Miedź Legnica. Kruszenie lodu

Trener Miedzi Legnica Wojciech Łobodziński nie zakłada, że najbliższy mecz będzie dla jego zespołu łatwizną.


Wskazanie faworyta sobotniego meczu, który odbędzie się na Stadionie Miejskim przy ulicy Harcerskiej w Jastrzębiu Zdroju to łatwizna. Spotkają się przecież lidera Fortuna 1 Ligi z przedostatnią drużyną w tabeli. Trener „Miedzianki” Wojciech Łobodziński przestrzega jednak przed dopisywaniem sobie punktów przed rozpoczęciem spotkania.

– Myślę, że miejsce GKS-u Jastrzębie w tabeli Fortuna 1 Ligi nie odzwierciedla potencjału tej drużyny – powiedział niespełna 40-letni szkoleniowiec zielono-niebiesko-czerwonych.

– Przeanalizowaliśmy ich domowy mecz z ŁKS-em, w którym bardzo mądrze się bronili. Mieli w nim też swoje szanse i mogli nawet wygrać to spotkanie. Jest to kolejny z serii meczów z drużynami, które bardzo dobrze bronią. Musimy być przygotowani na to, że znowu będziemy musieli kruszyć ten lód. Chociaż gramy na wyjeździe, więc nasz plan na mecz może być troszeczkę inny.

Drużyna z Górnego Śląska znajduje się w bardzo trudnym położeniu (do tej pory zdobyła zaledwie 14 punktów w 21 meczach), więc w każdym meczu musi zdobywać punkty, jeżeli chce uniknąć degradacji do 2. ligi.

– Uważam, że wszystkie zespoły tak samo podchodzą do gry – kontynuuje trener Łobodziński.
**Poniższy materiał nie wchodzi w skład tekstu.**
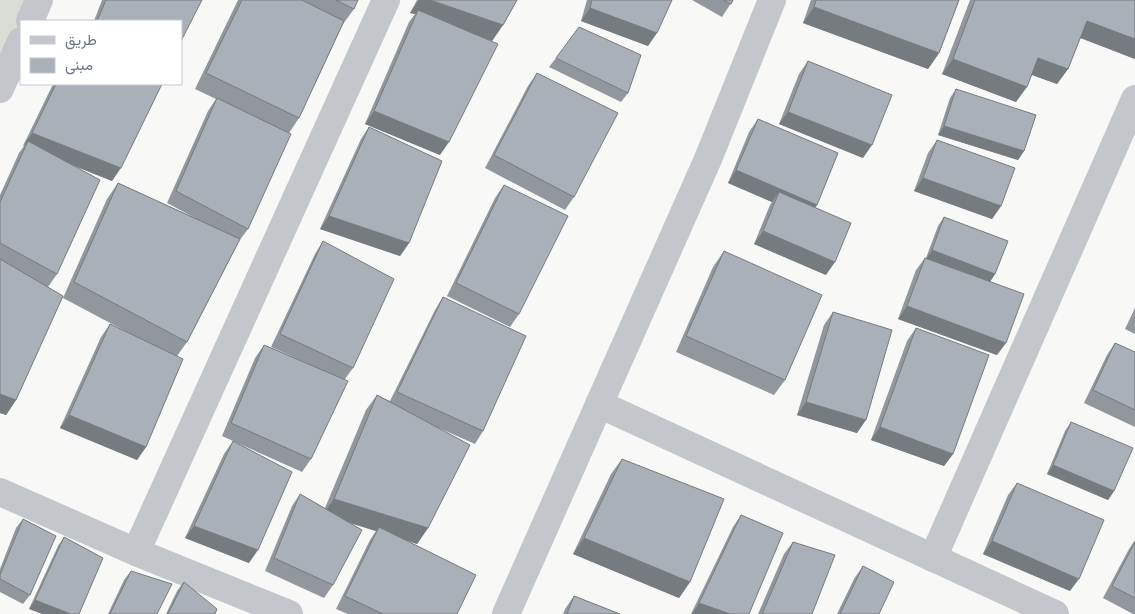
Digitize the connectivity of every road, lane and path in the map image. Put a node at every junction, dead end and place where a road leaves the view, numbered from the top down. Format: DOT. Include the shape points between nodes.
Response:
graph roads {
  1 [pos="39,0"];
  2 [pos="386,0"];
  3 [pos="772,0"];
  4 [pos="30,20"];
  5 [pos="20,43"];
  6 [pos="0,89"];
  7 [pos="1135,99"];
  8 [pos="599,404"];
  9 [pos="0,492"];
  10 [pos="136,552"];
  11 [pos="934,558"];
  12 [pos="289,614"];
  13 [pos="506,614"];
  14 [pos="1054,614"];
  1 -- 4 [label="street"];
  2 -- 10 [label="street"];
  3 -- 8 [label="street" via="708,159"];
  5 -- 6 [label="street"];
  7 -- 11 [label="street"];
  8 -- 11 [label="street"];
  8 -- 13 [label="street"];
  9 -- 10 [label="street"];
  10 -- 12 [label="street"];
  11 -- 14 [label="street"];
}
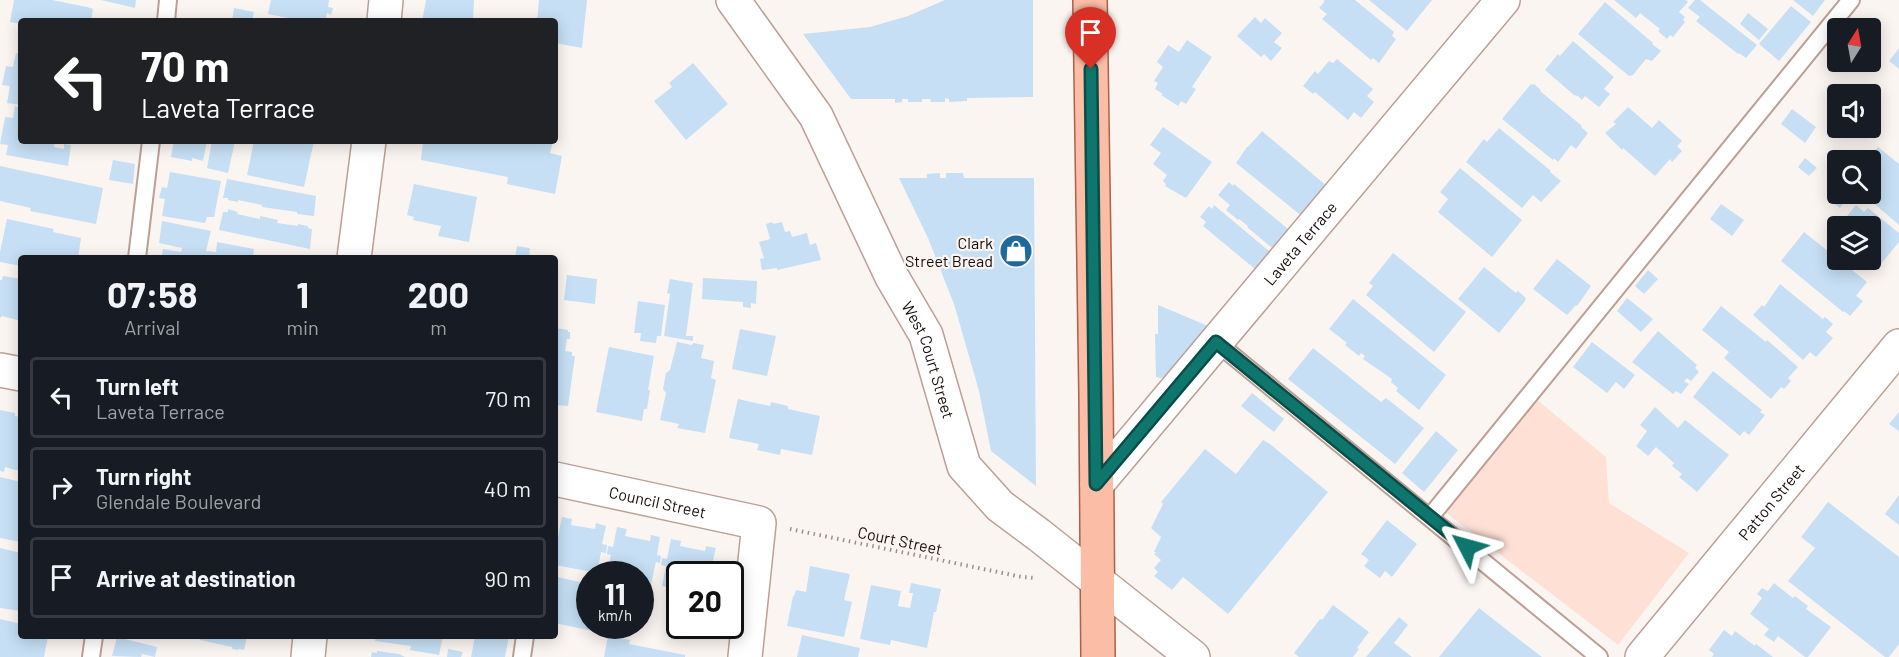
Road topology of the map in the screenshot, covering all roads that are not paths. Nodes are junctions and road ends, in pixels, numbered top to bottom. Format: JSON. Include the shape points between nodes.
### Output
{"nodes":[{"id":1,"x":168,"y":0,"type":"edge"},
{"id":2,"x":386,"y":0,"type":"edge"},
{"id":3,"x":733,"y":0,"type":"edge"},
{"id":4,"x":1089,"y":0,"type":"edge"},
{"id":5,"x":1503,"y":0,"type":"edge"},
{"id":6,"x":1851,"y":0,"type":"edge"},
{"id":7,"x":166,"y":18,"type":"edge"},
{"id":8,"x":384,"y":18,"type":"edge"},
{"id":9,"x":151,"y":144,"type":"edge"},
{"id":10,"x":369,"y":144,"type":"edge"},
{"id":11,"x":137,"y":255,"type":"edge"},
{"id":12,"x":354,"y":255,"type":"edge"},
{"id":13,"x":1216,"y":342,"type":"junction"},
{"id":14,"x":1899,"y":346,"type":"edge"},
{"id":15,"x":0,"y":370,"type":"edge"},
{"id":16,"x":18,"y":373,"type":"edge"},
{"id":17,"x":558,"y":480,"type":"edge"},
{"id":18,"x":1096,"y":484,"type":"junction"},
{"id":19,"x":1430,"y":518,"type":"junction"},
{"id":20,"x":1098,"y":581,"type":"junction"},
{"id":21,"x":94,"y":639,"type":"edge"},
{"id":22,"x":310,"y":639,"type":"edge"},
{"id":23,"x":525,"y":639,"type":"edge"},
{"id":24,"x":92,"y":657,"type":"edge"},
{"id":25,"x":308,"y":657,"type":"edge"},
{"id":26,"x":522,"y":657,"type":"edge"},
{"id":27,"x":745,"y":657,"type":"edge"},
{"id":28,"x":1098,"y":657,"type":"edge"},
{"id":29,"x":1194,"y":657,"type":"edge"},
{"id":30,"x":1599,"y":657,"type":"edge"},
{"id":31,"x":1642,"y":657,"type":"edge"}],
"edges":[{"from":1,"to":7,"type":"lane"},
{"from":2,"to":8,"type":"street"},
{"from":3,"to":20,"type":"street","name":"West Court Street","via":[[816,116],[892,277],[926,335],[964,466],[1000,506]]},
{"from":4,"to":18,"type":"main road"},
{"from":5,"to":13,"type":"street","name":"Laveta Terrace"},
{"from":6,"to":19,"type":"lane"},
{"from":9,"to":11,"type":"lane"},
{"from":10,"to":12,"type":"street"},
{"from":13,"to":18,"type":"street","name":"Laveta Terrace"},
{"from":13,"to":19,"type":"lane"},
{"from":14,"to":31,"type":"street","name":"Patton Street"},
{"from":15,"to":16,"type":"street"},
{"from":17,"to":27,"type":"street","name":"Council Street","via":[[759,522]]},
{"from":18,"to":20,"type":"main road"},
{"from":19,"to":30,"type":"lane"},
{"from":20,"to":28,"type":"main road"},
{"from":20,"to":29,"type":"street","name":"West Court Street"},
{"from":21,"to":24,"type":"lane"},
{"from":22,"to":25,"type":"street"},
{"from":23,"to":26,"type":"lane"}]}
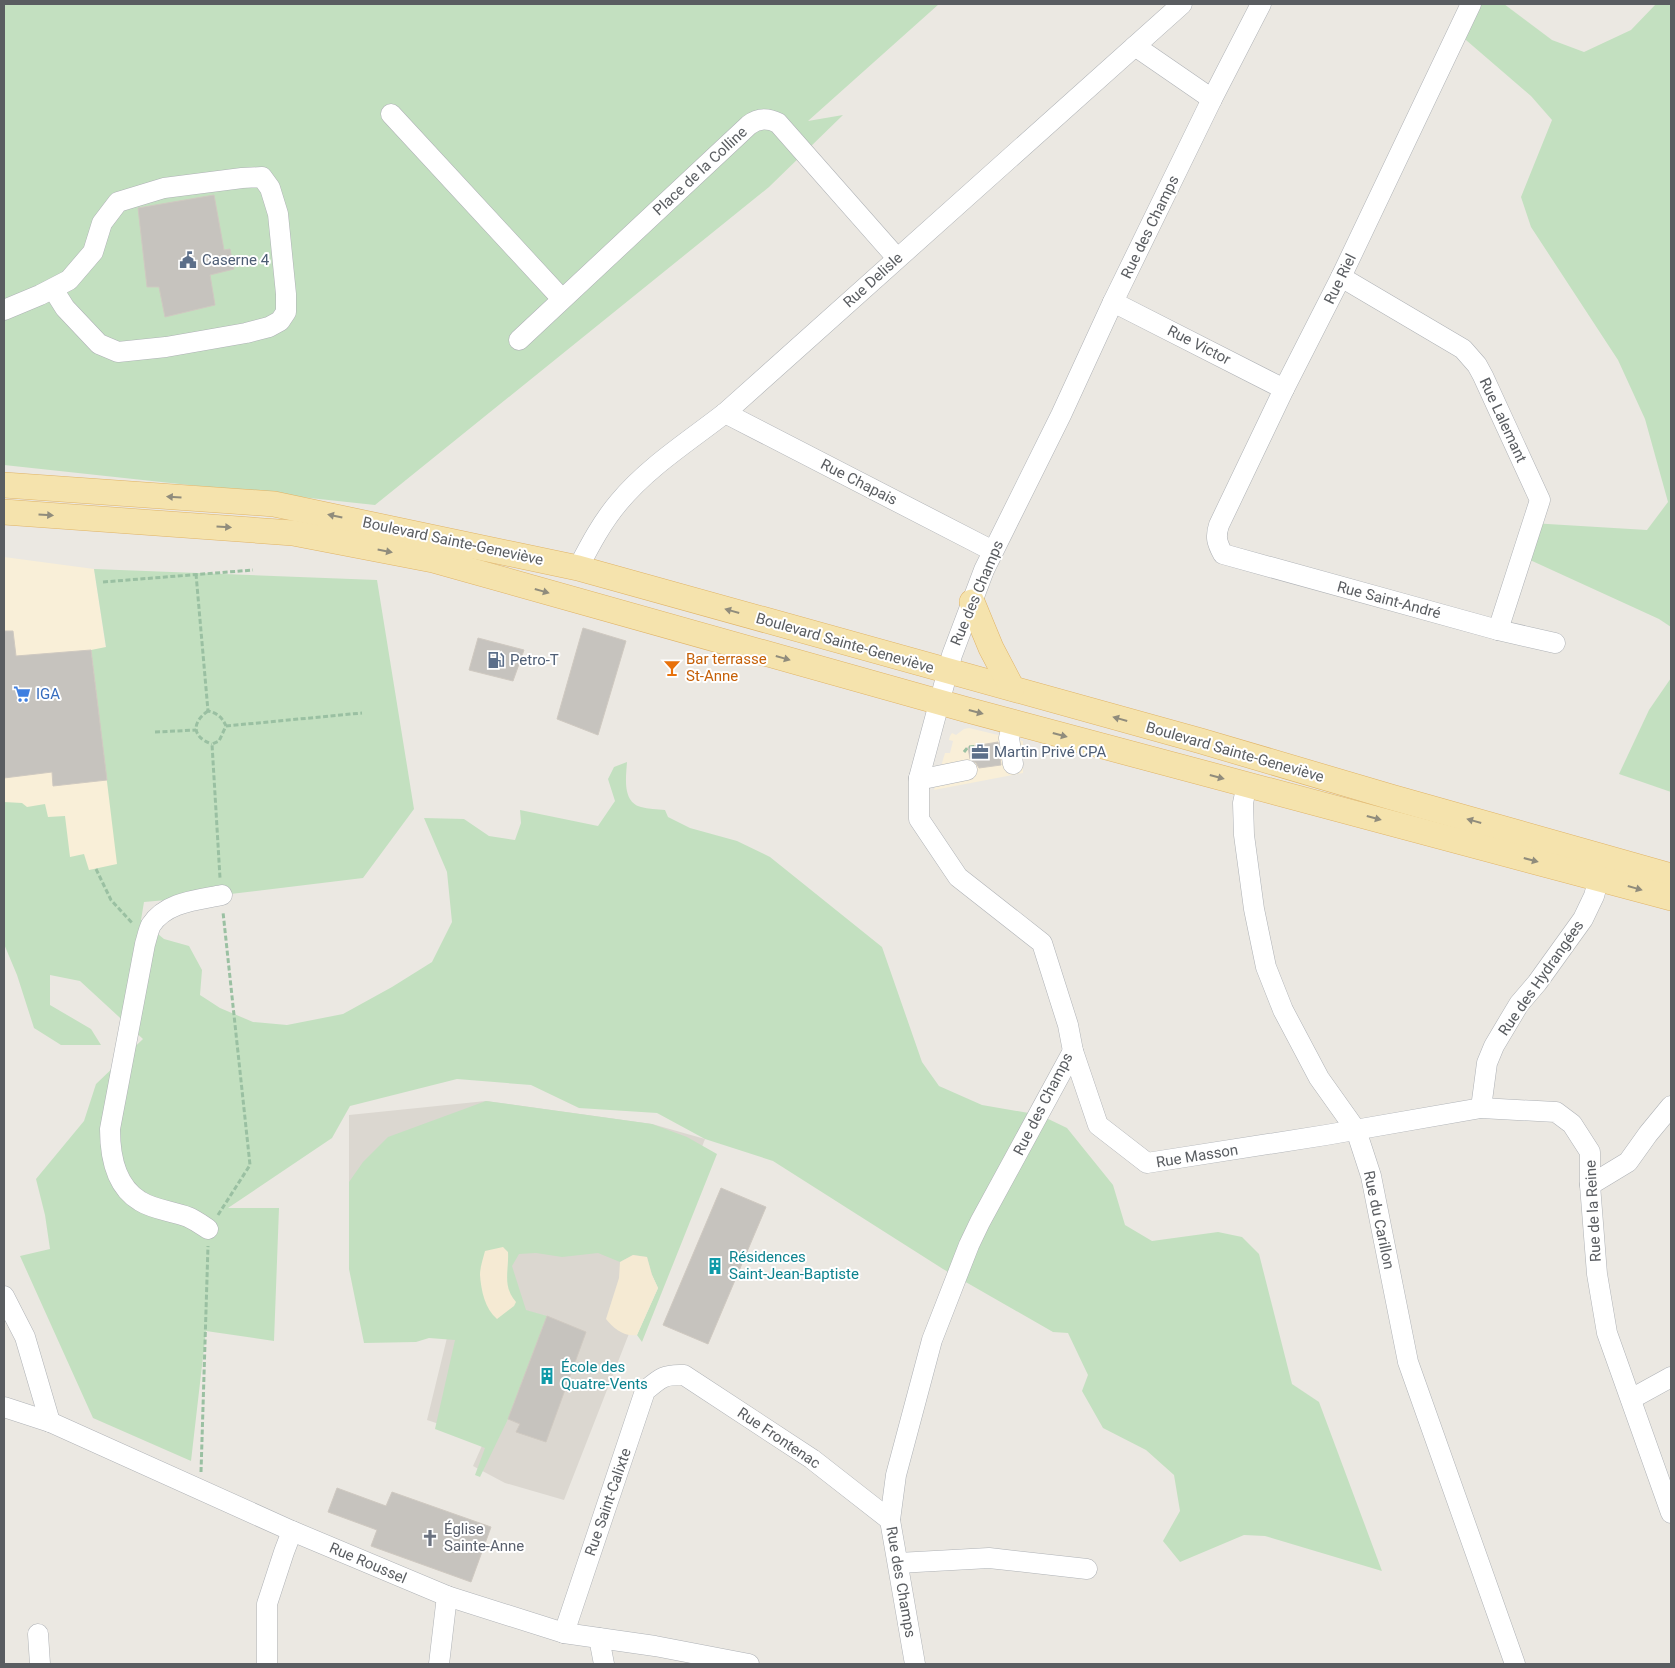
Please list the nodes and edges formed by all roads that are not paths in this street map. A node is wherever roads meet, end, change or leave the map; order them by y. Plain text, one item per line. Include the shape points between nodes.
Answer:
1 (1182, 4) edge
2 (1261, 4) edge
3 (1471, 4) edge
4 (1135, 46) junction
5 (1212, 99) junction
6 (391, 114) dead end
7 (897, 258) junction
8 (1341, 277) junction
9 (46, 292) junction
10 (562, 299) junction
11 (1113, 302) junction
12 (4, 310) edge
13 (519, 340) dead end
14 (1284, 389) junction
15 (725, 413) junction
16 (4, 485) edge
17 (4, 512) edge
18 (993, 551) junction
19 (1223, 554) joint
20 (578, 568) junction
21 (972, 602) junction
22 (1498, 630) junction
23 (1555, 643) dead end
24 (947, 671) junction
25 (1012, 688) junction
26 (939, 702) junction
27 (1013, 722) junction
28 (1013, 764) dead end
29 (967, 770) dead end
30 (918, 778) junction
31 (1247, 784) junction
32 (1671, 876) edge
33 (1599, 878) junction
34 (222, 896) road end
35 (1671, 898) edge
36 (1073, 1051) junction
37 (1671, 1106) edge
38 (1481, 1108) junction
39 (1356, 1130) junction
40 (1590, 1185) junction
41 (208, 1229) road end
42 (4, 1296) edge
43 (1671, 1377) edge
44 (660, 1378) joint
45 (1631, 1399) junction
46 (4, 1407) edge
47 (50, 1422) junction
48 (1671, 1512) edge
49 (890, 1520) junction
50 (292, 1531) junction
51 (898, 1563) junction
52 (1087, 1569) dead end
53 (448, 1596) junction
54 (564, 1633) junction
55 (38, 1634) dead end
56 (599, 1638) junction
57 (40, 1664) edge
58 (267, 1664) edge
59 (439, 1664) edge
60 (604, 1664) edge
61 (749, 1664) edge
62 (916, 1664) edge
63 (1515, 1664) edge

1 - 4 street, Rue Delisle
2 - 5 street, Rue des Champs
3 - 8 street, Rue Riel
4 - 5 street
4 - 7 street, Rue Delisle
5 - 11 street, Rue des Champs
6 - 10 street
7 - 10 street, Place de la Colline via 778,123 760,120 749,125
7 - 15 street, Rue Delisle
8 - 14 street, Rue Riel
8 - 22 street, Rue Lalemant via 1463,349 1478,365 1540,500
9 - 9 street via 69,280 93,252 102,223 118,202 164,188 242,178 262,178 270,188 278,214 286,312 280,321 269,327 166,347 118,352 99,344
9 - 12 street
10 - 13 street, Place de la Colline
11 - 14 street, Rue Victor
11 - 18 street, Rue des Champs
14 - 19 street, Rue Riel via 1219,525 1217,543
15 - 18 street, Rue Chapais
15 - 20 street, Rue Delisle via 653,468 619,502 598,531
20 -> 16 main road, Boulevard Sainte-Geneviève via 274,504
17 -> 26 main road, Boulevard Sainte-Geneviève via 293,533 434,560
18 - 21 street, Rue des Champs
19 - 22 street, Rue Saint-André
24 -> 20 main road, Boulevard Sainte-Geneviève
21 - 24 street, Rue des Champs
21 - 25 main road
22 - 23 street, Rue Saint-André
24 - 25 main road, Boulevard Sainte-Geneviève
24 - 26 street, Rue des Champs
32 -> 25 main road, Boulevard Sainte-Geneviève
26 -> 27 main road, Boulevard Sainte-Geneviève
26 - 30 street, Rue des Champs
27 - 28 street via 1009,738
27 -> 31 main road, Boulevard Sainte-Geneviève
29 - 30 street
30 - 36 street, Rue des Champs via 919,819 958,877 1042,943
31 -> 33 main road, Boulevard Sainte-Geneviève
31 - 39 street, Rue du Carillon via 1243,803 1244,835 1266,967 1283,1010 1319,1078
33 -> 35 main road, Boulevard Sainte-Geneviève
33 - 38 street, Rue des Hydrangées via 1583,919 1519,1004 1494,1046 1487,1063
34 - 41 street via 179,904 159,915 150,927 110,1129 110,1151 123,1185 140,1201 189,1217
36 - 39 street, Rue Masson via 1098,1125 1147,1163
36 - 49 street, Rue des Champs via 980,1222 932,1340 899,1459
37 - 40 street via 1628,1162
38 - 39 street, Rue de la Reine
38 - 40 street, Rue de la Reine via 1556,1112 1572,1124 1590,1152
39 - 63 street, Rue du Carillon via 1371,1176 1408,1362
40 - 45 street, Rue de la Reine via 1597,1274 1607,1332
42 - 47 street via 25,1337
43 - 45 street
44 - 49 street, Rue Frontenac via 669,1374 684,1375 812,1459
44 - 54 street, Rue Saint-Calixte via 645,1391
45 - 48 street, Rue de la Reine
46 - 47 street, Rue Roussel
47 - 50 street, Rue Roussel
49 - 51 street, Rue des Champs
50 - 53 street, Rue Roussel
50 - 58 street via 268,1604
51 - 52 street via 989,1558
51 - 62 street, Rue des Champs
53 - 54 street, Rue Roussel
53 - 59 street
54 - 56 street, Rue Roussel
55 - 57 street
56 - 60 street
56 - 61 street, Rue Roussel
– Nikomu ambicji nie brakuje. Sytuacja zespołu z Jastrzębia Zdroju w tabeli jest jednak trudna, więc z pewnością to motywuje ich podwójnie. Dlatego tak jak przed poprzednimi meczami będziemy musieli być bardzo czujni i konsekwentni w swoim graniu. Wierzę, że nasze umiejętności przeważą i zadecydują o wyniku meczu. Nie chciałbym mówić o indywidualnych zachowaniach zawodników, ale jako zespół nasi rywale są bardzo dobrze skonstruowani. W obu ostatnich meczach, z ŁKS-em i Resovią, kreowali sobie sytuacje. W Rzeszowie byli blisko remisu, a w spotkaniu z ŁKS-em nawet zwycięstwa. Najważniejszy będzie nasz plan na mecz, a to jak gra przeciwnik, będzie sprawą drugorzędną. Nasze podejście taktyczne do najbliższego spotkania może się zmienić. Mamy w głowie mecz z GKS-em Jastrzębie z pierwszej rundy, gdy mieliśmy spore problemy. Szykujemy coś nowego, ale szczegółów nie zdradzę. Być może trochę pokombinujemy z ustawieniem. Jeżeli chodzi o kreowanie akcji, chcemy pozostać przy tym co było skuteczne do tej pory.

Pod znakiem zapytania w sobotnim meczu przeciwko GKS-owi Jastrzębie stoi występ Juricha Caroliny. Zawodnik z Curacao (dawniej Antyle Holenderskie) ma problem z mięśniem dwugłowym i dlatego przedwcześnie zszedł z boiska w meczu z Puszczą Niepołomice.

– Walczymy o to, by Jurich był gotowy na mecz z GKS-em. Być może będzie – powiedział trener legniczan.


Na zdjęciu: Trener Miedzi Wojciech Łobodziński (z prawej) nie lekceważy żadnego rywala, nawet outsidera tabeli.